The fig tree is traced back to the Mediterranean region. It was one of the first domesticated plants in that region as well. It is part of the Ficus family and it bears an edible fruit. Fig trees are not difficult to plant or maintain but they do require some major attention if you plan to fertilize them to germinate new fertile seeds. The following steps will guide you through how to plant a fig tree.
Before you begin digging or planting ensure that you have chosen a well draining area for the plant. Good drainage is vital for root health and proper growth.
Step 1 - Dig the Hole
The hole that you dig for your fig tree needs to be dug as deep as the pot the tree is in and about three times as wide as the trees root ball.
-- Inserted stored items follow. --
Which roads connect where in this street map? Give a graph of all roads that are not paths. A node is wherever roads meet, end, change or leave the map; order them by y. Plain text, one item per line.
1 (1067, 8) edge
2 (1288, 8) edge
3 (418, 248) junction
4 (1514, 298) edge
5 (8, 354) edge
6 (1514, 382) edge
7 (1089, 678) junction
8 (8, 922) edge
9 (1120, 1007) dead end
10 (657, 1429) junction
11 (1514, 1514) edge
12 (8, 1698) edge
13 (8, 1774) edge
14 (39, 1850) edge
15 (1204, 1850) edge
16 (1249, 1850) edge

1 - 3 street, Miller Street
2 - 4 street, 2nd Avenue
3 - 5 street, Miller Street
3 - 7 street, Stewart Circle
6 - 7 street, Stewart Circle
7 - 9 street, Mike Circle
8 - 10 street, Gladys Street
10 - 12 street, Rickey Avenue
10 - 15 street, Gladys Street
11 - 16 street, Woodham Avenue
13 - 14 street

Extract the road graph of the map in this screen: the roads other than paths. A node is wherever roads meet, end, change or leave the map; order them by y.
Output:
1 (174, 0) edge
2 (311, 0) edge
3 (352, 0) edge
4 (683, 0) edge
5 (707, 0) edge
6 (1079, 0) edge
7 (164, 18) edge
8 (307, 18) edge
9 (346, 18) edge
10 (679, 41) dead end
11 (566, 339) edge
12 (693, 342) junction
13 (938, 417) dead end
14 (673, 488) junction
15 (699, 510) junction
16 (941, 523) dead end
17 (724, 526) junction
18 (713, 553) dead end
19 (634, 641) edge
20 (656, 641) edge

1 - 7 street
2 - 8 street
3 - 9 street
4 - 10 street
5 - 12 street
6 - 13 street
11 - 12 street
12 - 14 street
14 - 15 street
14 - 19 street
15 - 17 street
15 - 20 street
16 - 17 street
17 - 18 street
The width is needed to prepare and loosen the soil around the root ball in order for the tree to more easily establish itself.
Step 2 - Place the Tree
Center the tree in the bottom of the hole. Do not loosen or mess with the root ball. It is a common misconception that you are supposed to loosen the root ball to help stimulate growth. Most trees, including the fig tree should not be loosened in any way. The plant will do its job once it is planted in the ground.
Step 3 - Fill it In
Use the original soil to fill in the hole even to the top of the root ball. By using the original soil you are forcing the tree to get used to what its typical environment will be. You can lightly mix fertilizer in with the soil if needed.
Step 4 - Compost
Using a good nutritious compost, fill the next two to three inches of the hole in. This should make the soil about even with the ground at this point. Lightly tamp the soil in an fill with compost to the top again.
Step 5 - Water
Thoroughly water the entire previously unearthed area. The plant needs to be watered regularly until the roots establish themselves. Do not overwater or allow water to settle at the roots. Well draining soil is a must. Watering will also help to settle the roots into their new environment.
Step 6 - Mulch
Apply mulch on top of the compost. Leave about 2 inches between the trunk of the fig tree and the mulch. Remove the mulch and test soil for moistness at least once a week to make sure that the tree does not dry out.
By following the indicated planting instructions you should have no problem adapting the fig tree to its new home. Fig tree growing is not a difficult undertaking, the fruit is another matter altogether. By remembering to give the tree plenty of space and a well draining soil you are unlikely to run into many problems helping it to grow and thrive.